In a post that is as direct and unfiltered as the world has come to expect from him, firebrand TechCrunch founder and editor Michael Arrington on Monday laid out the undoing of his company's highly hyped (and eagerly anticipated) bare-bones tablet computer, the CrunchPad.
It had a great concept (with a name to match), plenty of buzz, and a solid source of funding ("blue-chip angel and venture capitalist investors" as Arrington described it in its obituary). But according to Arrington, the CrunchPad fell victim to greed, betrayal, and straight-up theft of intellectual property.
Arrington quotes emails from the main CrunchPad partner, Fusion Garage CEO Chandra Rathakrishnan, and says flatly that Crunch Gear had been pushed aside. Writes Arrington:
We were being notified that we were no longer involved with the project. Our project. Chandra said that based on pressure from his shareholders he had decided to move forward and sell the device directly through Fusion Garage, without our involvement.
Err, what? This is the equivalent of Foxconn, who build the iPhone, notifiying Apple a couple of days before launch that they’d be moving ahead and selling the iPhone directly without any involvement from Apple.
The device, which Arrington reveals was meant to have been unveiled for pre-orders on November 20, was to have been a simple, low-cost ("$300ish" was the target) tablet for browsing the Web. "I just wanted a tablet computer that I could use to consume the Internet while sitting on a couch," he writes.

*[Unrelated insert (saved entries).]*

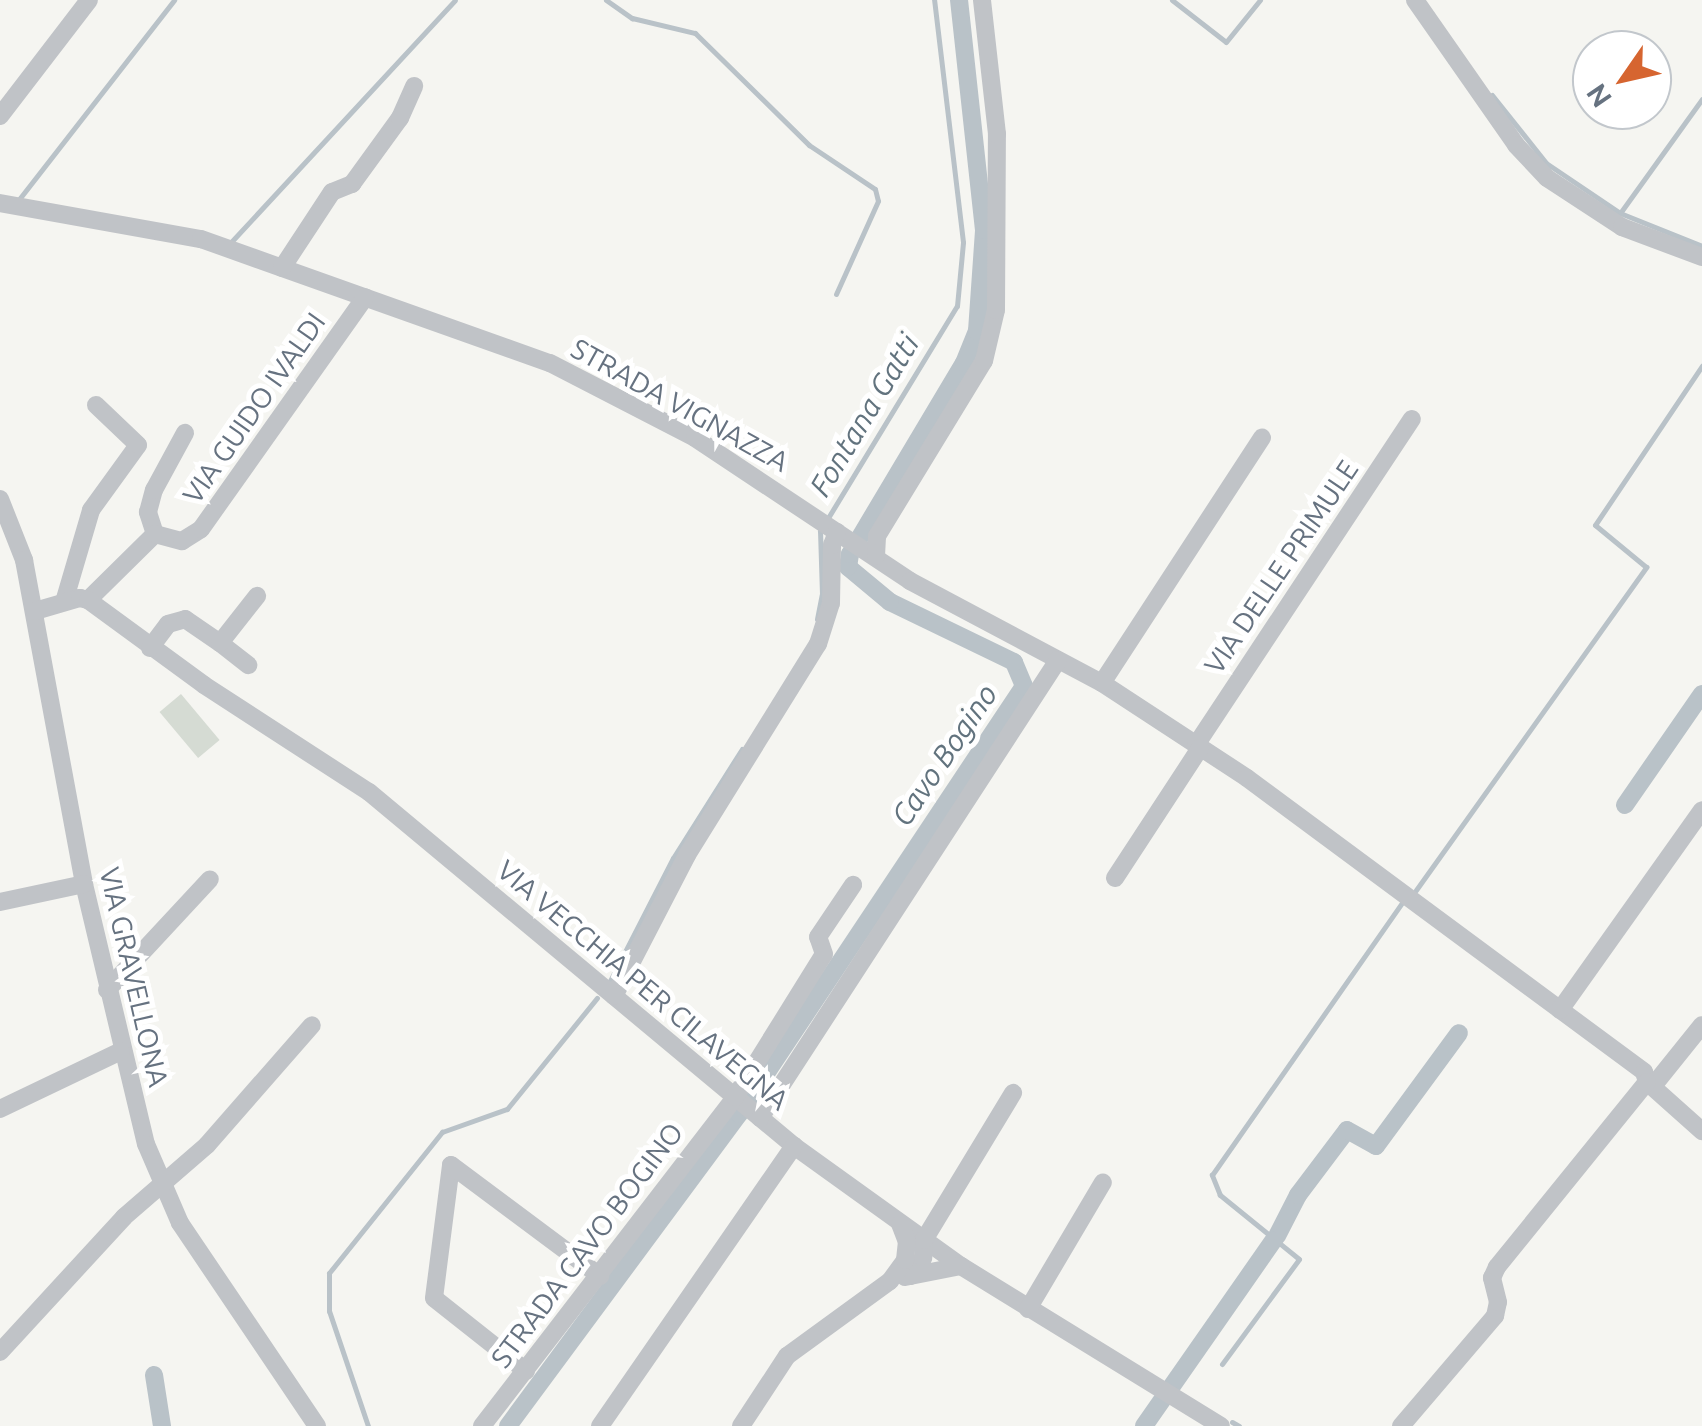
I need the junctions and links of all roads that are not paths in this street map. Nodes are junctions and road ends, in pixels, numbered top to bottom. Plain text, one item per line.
1 (89, 0) edge
2 (982, 0) edge
3 (1415, 0) edge
4 (414, 86) dead end
5 (0, 116) edge
6 (0, 203) edge
7 (1702, 258) edge
8 (282, 268) junction
9 (365, 298) junction
10 (96, 405) dead end
11 (1412, 419) dead end
12 (185, 433) dead end
13 (1262, 438) dead end
14 (0, 499) edge
15 (155, 534) junction
16 (846, 537) junction
17 (257, 596) dead end
18 (88, 600) junction
19 (64, 602) junction
20 (35, 611) junction
21 (220, 644) junction
22 (150, 648) junction
23 (1058, 660) junction
24 (248, 665) dead end
25 (1102, 683) junction
26 (1198, 747) junction
27 (1702, 810) edge
28 (1114, 878) dead end
29 (210, 879) dead end
30 (84, 884) junction
31 (854, 885) dead end
32 (0, 902) edge
33 (107, 990) junction
34 (614, 996) junction
35 (1560, 1010) junction
36 (312, 1025) dead end
37 (1702, 1025) edge
38 (120, 1052) junction
39 (1650, 1084) junction
40 (1013, 1093) dead end
41 (735, 1097) junction
42 (0, 1108) edge
43 (759, 1118) junction
44 (1702, 1131) edge
45 (794, 1146) junction
46 (1103, 1182) dead end
47 (162, 1187) junction
48 (900, 1222) junction
49 (924, 1240) junction
50 (961, 1266) junction
51 (600, 1276) junction
52 (912, 1276) junction
53 (890, 1281) junction
54 (1028, 1310) junction
55 (0, 1352) edge
56 (526, 1371) junction
57 (317, 1426) edge
58 (482, 1426) edge
59 (600, 1426) edge
60 (741, 1426) edge
61 (1221, 1426) edge
62 (1401, 1426) edge

1 - 5 street
2 - 16 street
3 - 7 street
4 - 8 street
6 - 8 street, STRADA VIGNAZZA
8 - 9 street, STRADA VIGNAZZA
9 - 15 street, VIA GUIDO IVALDI
9 - 16 street, STRADA VIGNAZZA
10 - 19 street
11 - 26 street, VIA DELLE PRIMULE
12 - 15 street
13 - 25 street
14 - 20 street, VIA GRAVELLONA
15 - 18 street
16 - 23 street, STRADA VIGNAZZA
16 - 34 street
17 - 21 street
18 - 19 street
18 - 22 street, VIA VECCHIA PER CILAVEGNA
19 - 20 street
20 - 30 street, VIA GRAVELLONA
21 - 22 street
21 - 24 street
22 - 34 street, VIA VECCHIA PER CILAVEGNA
23 - 25 street, STRADA VIGNAZZA
23 - 43 street
25 - 26 street, STRADA VIGNAZZA
26 - 28 street, VIA DELLE PRIMULE
26 - 35 street, STRADA VIGNAZZA
27 - 35 street
29 - 33 street
30 - 32 street
30 - 33 street, VIA GRAVELLONA
31 - 41 street, STRADA CAVO BOGINO
33 - 38 street, VIA GRAVELLONA
34 - 41 street, VIA VECCHIA PER CILAVEGNA
35 - 39 street, STRADA VIGNAZZA
36 - 47 street
37 - 39 street
38 - 42 street
38 - 47 street, VIA GRAVELLONA
39 - 44 street, STRADA VIGNAZZA
39 - 62 street
40 - 49 street
41 - 43 street, VIA VECCHIA PER CILAVEGNA
41 - 51 street, STRADA CAVO BOGINO
43 - 45 street, VIA VECCHIA PER CILAVEGNA
45 - 48 street, VIA VECCHIA PER CILAVEGNA
45 - 59 street
46 - 54 street
47 - 55 street
47 - 57 street, VIA GRAVELLONA
48 - 49 street, VIA VECCHIA PER CILAVEGNA
48 - 53 street
49 - 50 street, VIA VECCHIA PER CILAVEGNA
49 - 52 street
50 - 52 street
50 - 54 street, VIA VECCHIA PER CILAVEGNA
51 - 56 street, STRADA CAVO BOGINO
51 - 56 street
52 - 53 street
53 - 60 street
54 - 61 street, VIA VECCHIA PER CILAVEGNA
56 - 58 street, STRADA CAVO BOGINO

Details of the device were confirmed in the post as well. The CrunchPad was to have been based around a 12-inch capacitive touch-screen, would include an Intel Atom processor – common in netbooks – and was to see ramped-up production in early 2010.
Instead, Arrington has opened the door for lawsuits against FusionGarage, Rathakrishnan, and the company's shareholders, who so far have yet to respond to media calls for comment.
Was it really viable?
Since the CrunchPad rumors first surfaced, the tech world has questioned the notion of such a device – would the public be keen on Arrington's vision of a touch-screen tablet that just does Web browsing? The most successful devices these days pack many features into ever-more-minuscule packages – could a one-trick-pony like the CrunchPad catch on?
And what about price?
"$300ish" is short of the $399 at which Amazon's Kindle originally debuted, and when it released, the reading device was viewed as a niche product. It seems hard to believe that a lower-volume CrunchPad (Arrington said 1,000 units was the initial run) would've seen success at above $300, and even harder to believe that prices could drop early (or gracefully – hell hath no fury like an early adopter scorned) enough to allow it to succeed.
Whatever the case, the CrunchPad's story – in Arrington's telling, at least – is a sad one. From excited entrepreneurial innovation and cross-industry partnerships, to nothing but a memory and the promise of legal action.
A boon to Apple?
If anything, news of the CrunchPad's demise clears the waters for a rumored Apple tablet. But, should Apple be experiencing the same struggle to keep prices low, one can't help but wonder if Steve Jobs's "reality distortion field" will be strong enough to part would-be buyers from their hard-earned post-holiday cash.